Penn on the World after COVID-19, China, United States When the U.S.-China Rivalry Goes Viral

August 13, 2020
By Jacques deLisle | Penn on the World after COVID-19

Jacques deLisle is the Stephen A. Cozen Professor of Law, Professor of Political Science, and Director of the Center for the Study of Contemporary China.

The COVID-19 crisis has accelerated a trend toward worsening rivalry in U.S.-China relations that began during the Obama administration and has accelerated since Trump became president.
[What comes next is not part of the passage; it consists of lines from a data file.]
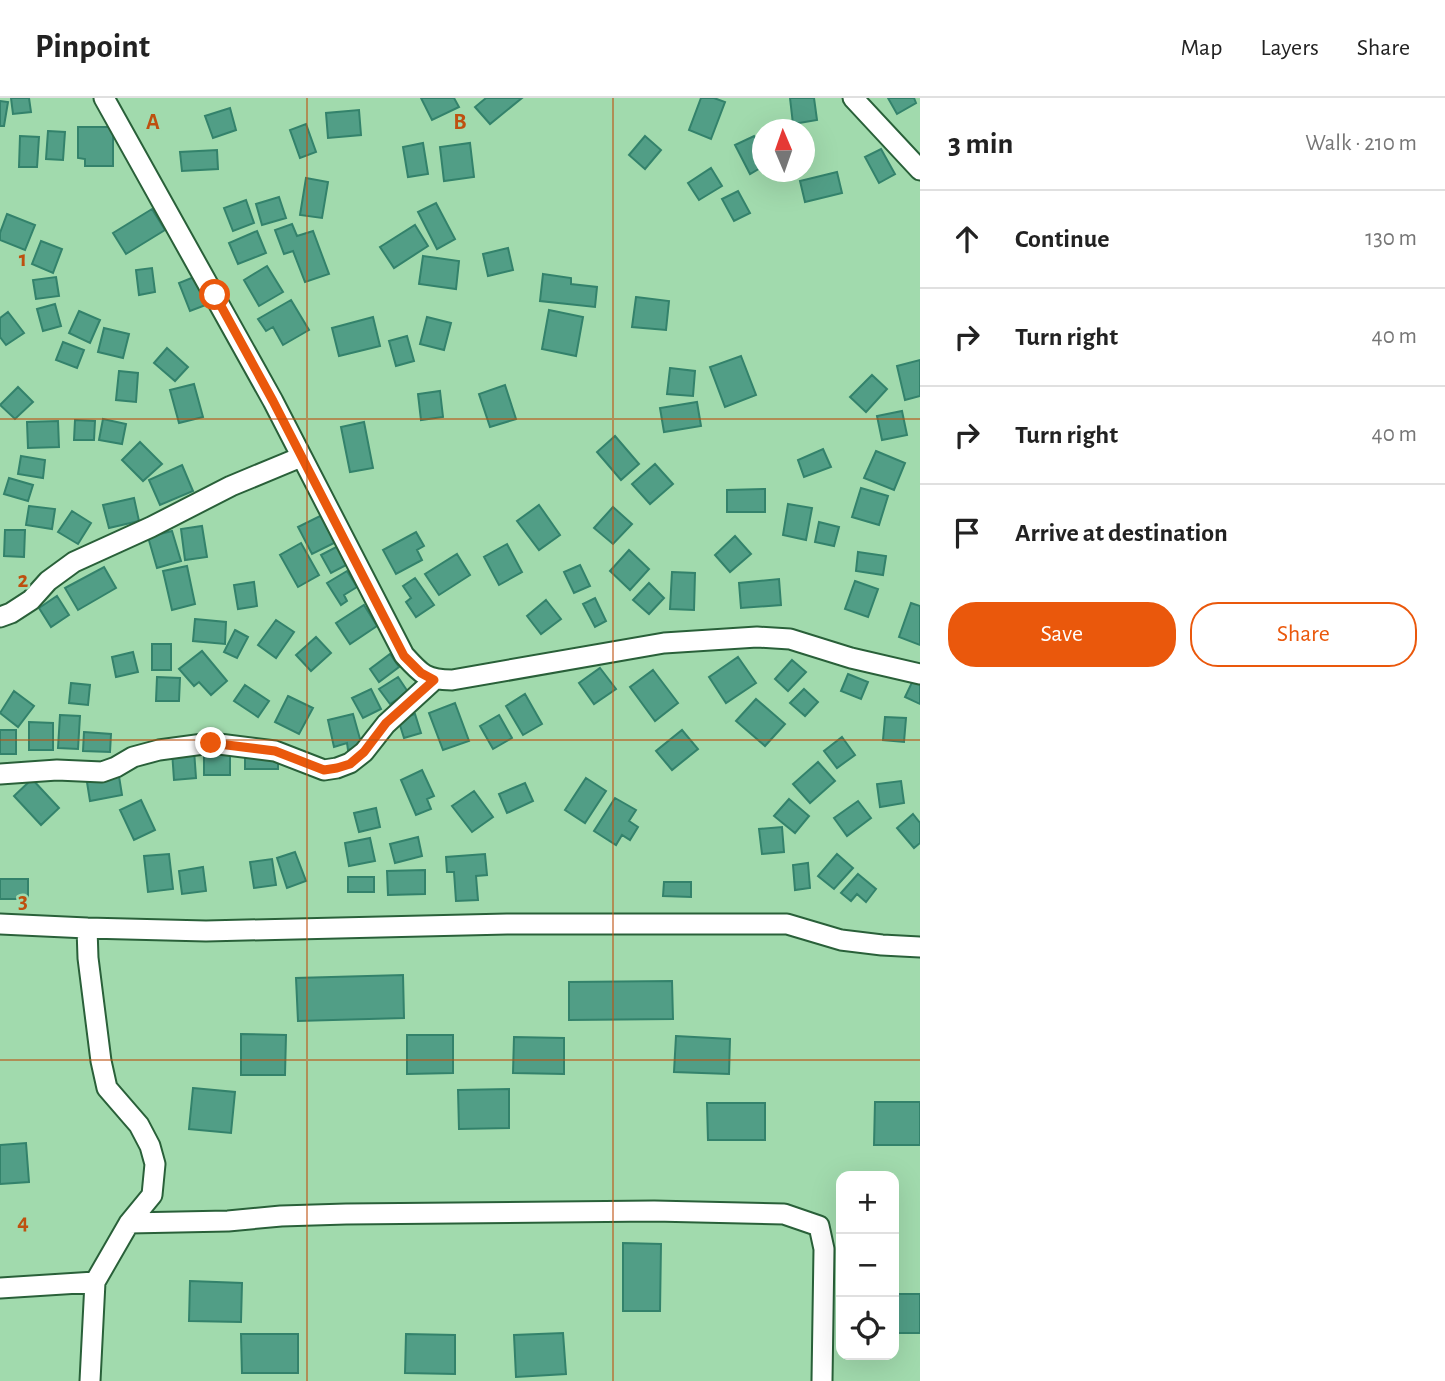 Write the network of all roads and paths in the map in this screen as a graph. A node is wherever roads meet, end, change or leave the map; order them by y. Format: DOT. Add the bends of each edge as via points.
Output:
graph roads {
  1 [pos="104,98"];
  2 [pos="853,98"];
  3 [pos="920,169"];
  4 [pos="301,457"];
  5 [pos="0,617"];
  6 [pos="920,674"];
  7 [pos="434,680"];
  8 [pos="0,774"];
  9 [pos="0,924"];
  10 [pos="87,928"];
  11 [pos="920,947"];
  12 [pos="128,1223"];
  13 [pos="94,1282"];
  14 [pos="0,1288"];
  15 [pos="90,1381"];
  16 [pos="822,1381"];
  1 -- 4 [label="street"];
  2 -- 3 [label="street"];
  4 -- 5 [label="street" via="74,562 31,600"];
  4 -- 7 [label="street" via="404,656"];
  6 -- 7 [label="street" via="790,639 757,637 664,643"];
  7 -- 8 [label="street" via="386,723 364,752 337,768 324,770 275,751 211,743 159,750 102,772"];
  9 -- 10 [label="street"];
  10 -- 11 [label="street" via="206,931 787,924 841,940"];
  10 -- 12 [label="street" via="107,1088 139,1125 155,1164 152,1195"];
  12 -- 13 [label="street"];
  12 -- 16 [label="street" via="471,1211 785,1214 819,1226 824,1249"];
  13 -- 14 [label="street"];
  13 -- 15 [label="street"];
} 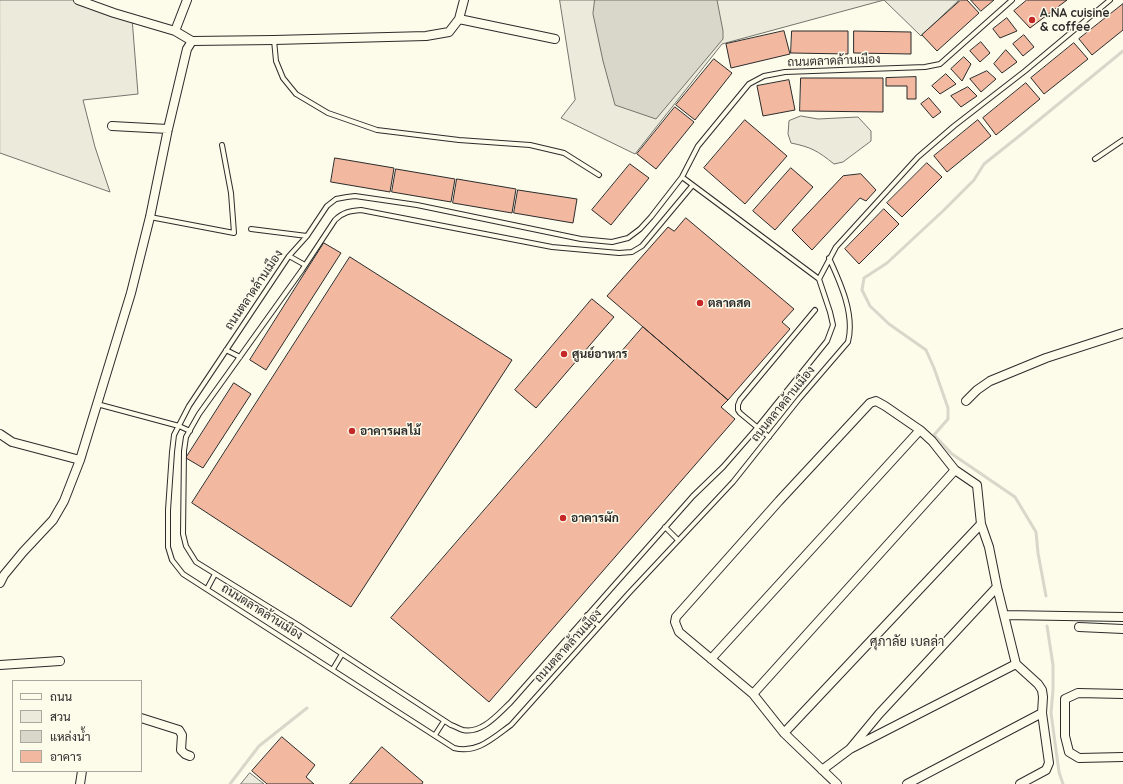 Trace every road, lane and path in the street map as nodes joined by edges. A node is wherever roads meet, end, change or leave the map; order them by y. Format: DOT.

The change reflects several factors, including  long-term shifts in relative power in China’s favor, long-simmering bilateral economic frictions that have expanded into sectors important to the United States and that erupted into a “trade-plus” war in the later 2010s, and sharpening ideational competition exacerbated by recently-heightened nationalism on both sides.  The most extreme coronavirus-related moments, so far, have included a Chinese Foreign Ministry spokesman’s suggestion that the U.S. military brought the virus to China and Secretary of State Pompeo’s claim of “enormous evidence” that the novel coronavirus came from a Wuhan lab.  Such reckless—and recently unthinkable—rhetorical excesses are part of a battle between the Trump administration and the Xi Jinping leadership over two narratives about the coronavirus that is, in turn, part of a wider conflict between the two great powers. 
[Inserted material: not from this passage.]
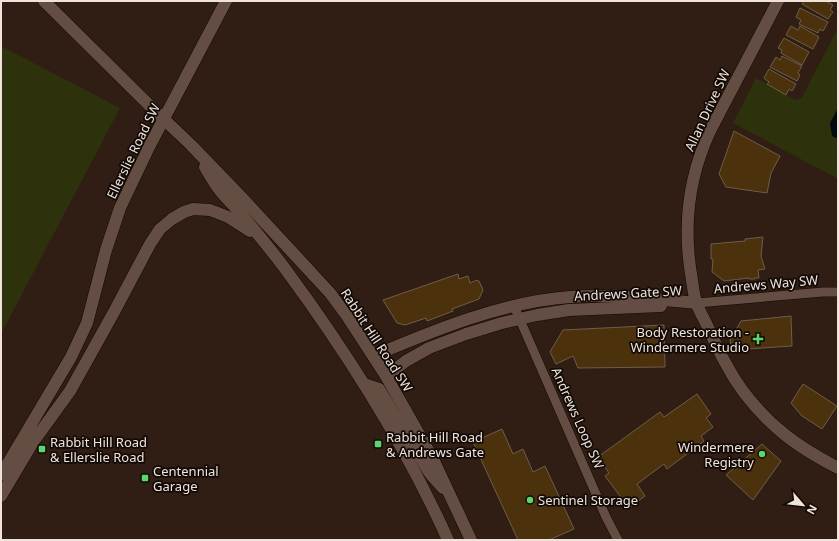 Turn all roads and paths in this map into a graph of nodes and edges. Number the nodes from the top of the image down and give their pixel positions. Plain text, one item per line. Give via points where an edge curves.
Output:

One contest to control the narrative focuses on competence.  At home and abroad, the Chinese regime has portrayed itself as responding decisively and effectively to the sudden emergence of a deadly and highly communicable disease.  Locking down Wuhan and other hotspots, deploying thousands of medical personnel to hard-hit areas, and quarantining and tracing contacts with China’s formidable surveillance state and its combination of  high-tech tools and old-school, labor-intensive means are credited with taming the outbreak relatively rapidly (at least in the initial round).  Some in China and elsewhere contrast these accomplishments with a feckless U.S. approach, marred by slow responses despite ample warning, woefully inadequate supplies of personal protective equipment and testing and tracing capacity, and efforts to deflect blame to China.

In contrast, the Trump administration has claimed great, and underappreciated, success, despite the world’s highest, and still-mounting, confirmed infections and deaths.  Backed by congressional allies, it has ramped up efforts to blame the U.S. epidemic on China’s incompetence (and worse), asserting that Chinese authorities bungled the initial response, sought to cover up dangers of the disease and their own errors, and thereby put the world at risk.

The other battle of narratives concerns international public goods.  Assisted by  Trump’s early praise for Xi’s handling of COVID-19 and the WHO’s characterization of China’s response, China has depicted itself as a responsible and generous actor, providing desperately needed expertise and protective and testing equipment.  Critics, including the Trump administration, have countered this benevolent portrayal, pointing to China’s early concealment, initial limitations on exports of PPE, provision of defective supplies, and stonewalling a full international investigation of the pandemic’s origin.  As it has throughout the Trump era, Washington has abandoned its traditional role of supporting key international institutions and cooperation, instead lambasting and defunding the WHO, touting travel bans as effective responses, hamstringing multilateral cooperation, and demanding that China pay reparations or face bilateral sanctions.

The U.S.-China conflict over COVID-19 narratives, thus, reflects and may reinforce elements of a possibly emerging U.S.-China cold war, but one in which both sides look to the world too much like the Soviet Union—authoritarian (China) or dysfunctional (the U.S.) at home, and unhelpful or disruptive abroad.  Both major powers seem to compare unfavorably to smaller polities—including Taiwan, among others—that have emerged as success stories, responding far more effectively and rapidly than the U.S., containing the coronavirus with methods far less draconian than China’s, and punching above their weight in offering international assistance.  The worsening U.S.-China rivalry dims even these bright spots, with Beijing maintaining its potentially global health-risking stance against Taiwan’s full engagement with the UN-affiliated WHO, and the Trump administration’s pandemic-spurred support for restoring and Taiwan’s access interpreted, and perhaps intended, as one among many moves to goad Beijing, rather than to protect global public health.

The views expressed in Penn on the World after COVID-19 posts are solely the author’s and not those of Penn, Penn Global or Perry World House.